Actor Ric Reitz said he was about 11 years old, the same age as many fifth-graders at Friendship, when he began acting in plays with his father. He said he often had stage fright when he was young, but practice helped him overcome it.

“It’s like if you dance or play ball, a sport, an instrument, anything,” he said. “When you practice doing it more and more, as you grow up you get better at it, at everything you do.”

Reitz said he is also a writer and director, and all the skills he needs he began learning when he was in elementary school.

“Don’t be afraid of trying something new at your age,” he said.

Collins said the visit Monday came together as a result of work he’s doing with the Judiciary Subcommittee on Intellectual Property.

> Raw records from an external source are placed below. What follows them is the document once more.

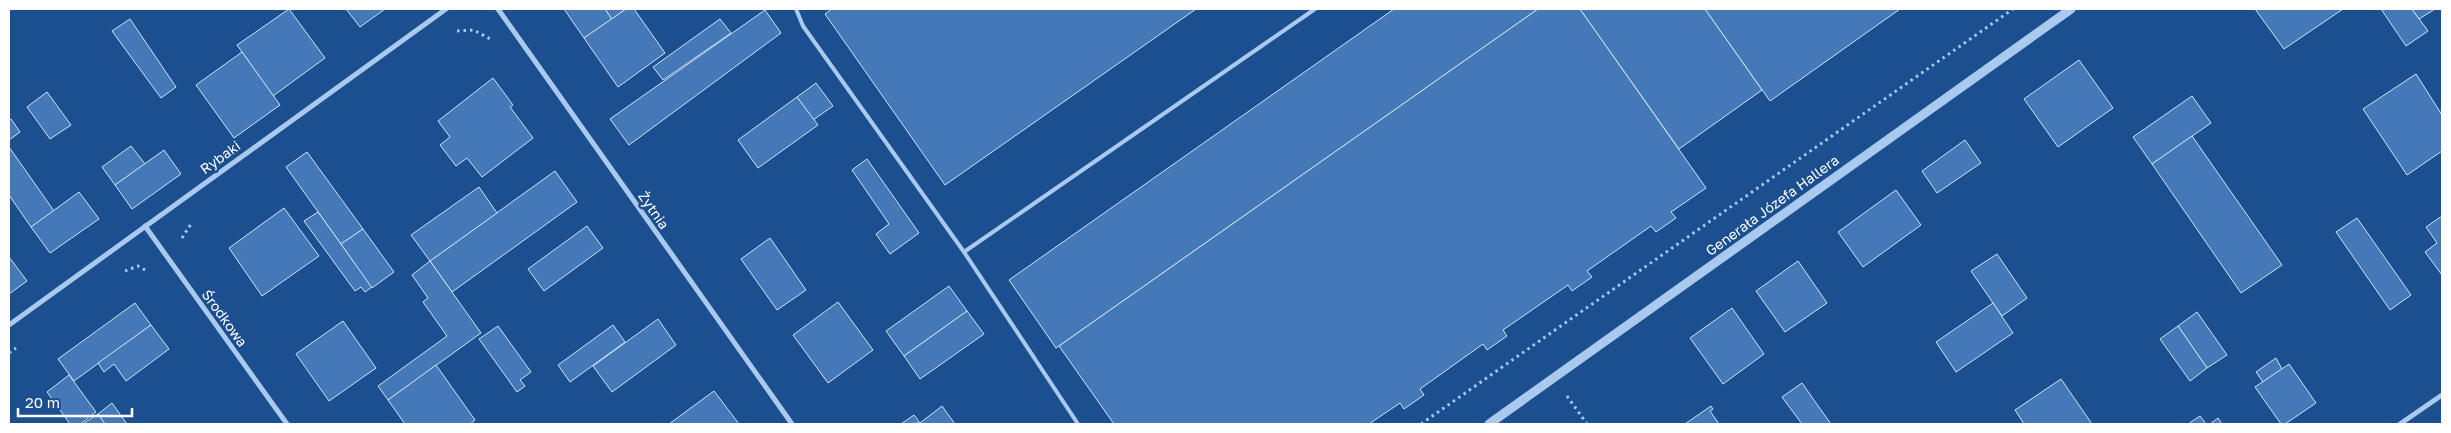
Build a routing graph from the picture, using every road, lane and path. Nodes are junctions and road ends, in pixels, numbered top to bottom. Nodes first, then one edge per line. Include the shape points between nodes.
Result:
1 (446, 9) edge
2 (498, 9) edge
3 (796, 9) edge
4 (1315, 9) edge
5 (2013, 9) edge
6 (2071, 9) edge
7 (450, 36) dead end
8 (495, 46) dead end
9 (197, 219) dead end
10 (145, 226) junction
11 (182, 242) dead end
12 (964, 252) junction
13 (122, 272) dead end
14 (153, 274) dead end
15 (9, 326) edge
16 (17, 348) dead end
17 (9, 353) edge
18 (1554, 378) junction
19 (2442, 395) edge
20 (287, 424) edge
21 (792, 424) edge
22 (1078, 424) edge
23 (1421, 424) edge
24 (1489, 424) edge
25 (1587, 424) edge
26 (2400, 424) edge

1 - 10 street, Rybaki
2 - 21 street, Żytnia
3 - 12 lane via 803,26
4 - 12 lane
5 - 23 path
6 - 18 street, Generała Józefa Hallera
7 - 8 path via 458,30 474,30 489,38
9 - 11 path via 189,225
10 - 15 street, Rybaki
10 - 20 street, Środkowa
12 - 22 lane
13 - 14 path via 138,266
16 - 17 path
18 - 24 street, Generała Józefa Hallera
18 - 25 path
19 - 26 street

“It’s a discussion of the fact that intellectual property matters and what people think has value,” he said. “When you look at piracy and other things we’re seeing in the industry right now, especially here in Georgia where the film and TV industry is really growing, we want to make people aware of what great jobs there are out there, while understanding as they go forward that this is what we’re protecting as well.”

Information about casting and crew jobs can be found at

The experts were joined by representatives from iKeepSafe, which creates Internet safety curriculum for teachers, and CreativeFuture, which advocates for creative industries.

Marsali Hancock with iKeepSafe met with teachers Monday and gave them tools to teach their students about Internet safety. Ruth Vitale, executive director of CreativeFuture, said the visit was her first to an elementary school and she was thrilled with the students’ response and excitement.

“Part of our belief is you have to instill in kids a respect for the industry, so they’ll make ethical choices when they go online,” she said. “...We believe in teaching kids the only thing that limits their ability to be in the business is their imagination, and we bring people like this in to show them you don’t have to be an actor or a pop star. There’s so much behind the scenes in movies too.”